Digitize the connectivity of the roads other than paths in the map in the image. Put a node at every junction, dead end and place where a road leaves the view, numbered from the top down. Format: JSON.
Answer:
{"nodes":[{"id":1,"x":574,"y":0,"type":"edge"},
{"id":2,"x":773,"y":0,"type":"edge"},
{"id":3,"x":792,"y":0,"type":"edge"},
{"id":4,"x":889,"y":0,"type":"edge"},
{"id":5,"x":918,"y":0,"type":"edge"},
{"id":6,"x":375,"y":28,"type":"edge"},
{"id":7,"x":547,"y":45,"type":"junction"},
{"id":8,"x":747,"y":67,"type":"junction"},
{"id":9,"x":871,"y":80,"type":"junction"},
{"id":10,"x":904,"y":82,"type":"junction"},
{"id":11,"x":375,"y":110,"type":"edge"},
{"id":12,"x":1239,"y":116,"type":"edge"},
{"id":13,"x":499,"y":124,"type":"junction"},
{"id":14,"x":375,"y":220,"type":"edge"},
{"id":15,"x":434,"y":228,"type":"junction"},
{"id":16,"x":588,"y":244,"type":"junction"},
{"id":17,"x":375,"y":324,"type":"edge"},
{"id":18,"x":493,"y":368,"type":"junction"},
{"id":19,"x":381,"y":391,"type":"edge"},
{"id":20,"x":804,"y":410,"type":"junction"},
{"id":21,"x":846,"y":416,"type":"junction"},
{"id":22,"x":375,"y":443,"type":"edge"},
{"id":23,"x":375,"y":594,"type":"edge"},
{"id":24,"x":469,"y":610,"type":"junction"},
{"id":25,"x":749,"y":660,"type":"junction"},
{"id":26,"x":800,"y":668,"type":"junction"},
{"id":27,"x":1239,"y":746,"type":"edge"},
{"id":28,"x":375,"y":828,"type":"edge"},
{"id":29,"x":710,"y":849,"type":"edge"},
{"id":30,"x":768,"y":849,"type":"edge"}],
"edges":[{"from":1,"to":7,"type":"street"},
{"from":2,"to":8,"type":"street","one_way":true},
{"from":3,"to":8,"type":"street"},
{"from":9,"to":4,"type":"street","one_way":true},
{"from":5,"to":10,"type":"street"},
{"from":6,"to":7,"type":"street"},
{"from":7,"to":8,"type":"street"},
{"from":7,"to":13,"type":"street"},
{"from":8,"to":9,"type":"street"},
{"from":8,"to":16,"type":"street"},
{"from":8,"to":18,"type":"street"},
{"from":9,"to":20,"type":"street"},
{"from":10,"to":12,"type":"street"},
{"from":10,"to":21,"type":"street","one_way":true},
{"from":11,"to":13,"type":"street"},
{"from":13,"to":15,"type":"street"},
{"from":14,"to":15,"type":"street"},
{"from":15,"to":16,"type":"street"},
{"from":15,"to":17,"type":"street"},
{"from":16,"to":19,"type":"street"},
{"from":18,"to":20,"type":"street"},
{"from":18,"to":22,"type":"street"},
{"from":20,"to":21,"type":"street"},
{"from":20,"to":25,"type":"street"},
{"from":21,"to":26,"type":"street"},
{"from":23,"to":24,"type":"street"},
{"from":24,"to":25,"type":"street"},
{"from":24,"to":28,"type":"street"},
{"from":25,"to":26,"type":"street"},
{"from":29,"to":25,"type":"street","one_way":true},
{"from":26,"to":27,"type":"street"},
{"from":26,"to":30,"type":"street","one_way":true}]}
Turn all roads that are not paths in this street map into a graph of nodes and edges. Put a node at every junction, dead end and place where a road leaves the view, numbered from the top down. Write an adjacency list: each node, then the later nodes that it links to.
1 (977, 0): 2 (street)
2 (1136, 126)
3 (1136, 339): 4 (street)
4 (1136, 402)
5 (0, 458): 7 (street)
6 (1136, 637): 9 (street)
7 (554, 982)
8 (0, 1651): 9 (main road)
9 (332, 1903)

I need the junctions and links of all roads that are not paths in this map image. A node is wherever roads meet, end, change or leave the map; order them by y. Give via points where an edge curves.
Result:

== == ==

All the material, top to bottom: write it out again precisely.

• _ANSWER SECTION_
Digitize the connectivity of the roads other than paths in the map in the image. Put a node at every junction, dead end and place where a road leaves the view, numbered from the top down. Format: JSON.
Answer:
{"nodes":[{"id":1,"x":574,"y":0,"type":"edge"},
{"id":2,"x":773,"y":0,"type":"edge"},
{"id":3,"x":792,"y":0,"type":"edge"},
{"id":4,"x":889,"y":0,"type":"edge"},
{"id":5,"x":918,"y":0,"type":"edge"},
{"id":6,"x":375,"y":28,"type":"edge"},
{"id":7,"x":547,"y":45,"type":"junction"},
{"id":8,"x":747,"y":67,"type":"junction"},
{"id":9,"x":871,"y":80,"type":"junction"},
{"id":10,"x":904,"y":82,"type":"junction"},
{"id":11,"x":375,"y":110,"type":"edge"},
{"id":12,"x":1239,"y":116,"type":"edge"},
{"id":13,"x":499,"y":124,"type":"junction"},
{"id":14,"x":375,"y":220,"type":"edge"},
{"id":15,"x":434,"y":228,"type":"junction"},
{"id":16,"x":588,"y":244,"type":"junction"},
{"id":17,"x":375,"y":324,"type":"edge"},
{"id":18,"x":493,"y":368,"type":"junction"},
{"id":19,"x":381,"y":391,"type":"edge"},
{"id":20,"x":804,"y":410,"type":"junction"},
{"id":21,"x":846,"y":416,"type":"junction"},
{"id":22,"x":375,"y":443,"type":"edge"},
{"id":23,"x":375,"y":594,"type":"edge"},
{"id":24,"x":469,"y":610,"type":"junction"},
{"id":25,"x":749,"y":660,"type":"junction"},
{"id":26,"x":800,"y":668,"type":"junction"},
{"id":27,"x":1239,"y":746,"type":"edge"},
{"id":28,"x":375,"y":828,"type":"edge"},
{"id":29,"x":710,"y":849,"type":"edge"},
{"id":30,"x":768,"y":849,"type":"edge"}],
"edges":[{"from":1,"to":7,"type":"street"},
{"from":2,"to":8,"type":"street","one_way":true},
{"from":3,"to":8,"type":"street"},
{"from":9,"to":4,"type":"street","one_way":true},
{"from":5,"to":10,"type":"street"},
{"from":6,"to":7,"type":"street"},
{"from":7,"to":8,"type":"street"},
{"from":7,"to":13,"type":"street"},
{"from":8,"to":9,"type":"street"},
{"from":8,"to":16,"type":"street"},
{"from":8,"to":18,"type":"street"},
{"from":9,"to":20,"type":"street"},
{"from":10,"to":12,"type":"street"},
{"from":10,"to":21,"type":"street","one_way":true},
{"from":11,"to":13,"type":"street"},
{"from":13,"to":15,"type":"street"},
{"from":14,"to":15,"type":"street"},
{"from":15,"to":16,"type":"street"},
{"from":15,"to":17,"type":"street"},
{"from":16,"to":19,"type":"street"},
{"from":18,"to":20,"type":"street"},
{"from":18,"to":22,"type":"street"},
{"from":20,"to":21,"type":"street"},
{"from":20,"to":25,"type":"street"},
{"from":21,"to":26,"type":"street"},
{"from":23,"to":24,"type":"street"},
{"from":24,"to":25,"type":"street"},
{"from":24,"to":28,"type":"street"},
{"from":25,"to":26,"type":"street"},
{"from":29,"to":25,"type":"street","one_way":true},
{"from":26,"to":27,"type":"street"},
{"from":26,"to":30,"type":"street","one_way":true}]}
Turn all roads that are not paths in this street map into a graph of nodes and edges. Put a node at every junction, dead end and place where a road leaves the view, numbered from the top down. Write an adjacency list: each node, then the later nodes that it links to.
1 (977, 0): 2 (street)
2 (1136, 126)
3 (1136, 339): 4 (street)
4 (1136, 402)
5 (0, 458): 7 (street)
6 (1136, 637): 9 (street)
7 (554, 982)
8 (0, 1651): 9 (main road)
9 (332, 1903)

I need the junctions and links of all roads that are not paths in this map image. A node is wherever roads meet, end, change or leave the map; order them by y. Give via points where an edge curves.
Result:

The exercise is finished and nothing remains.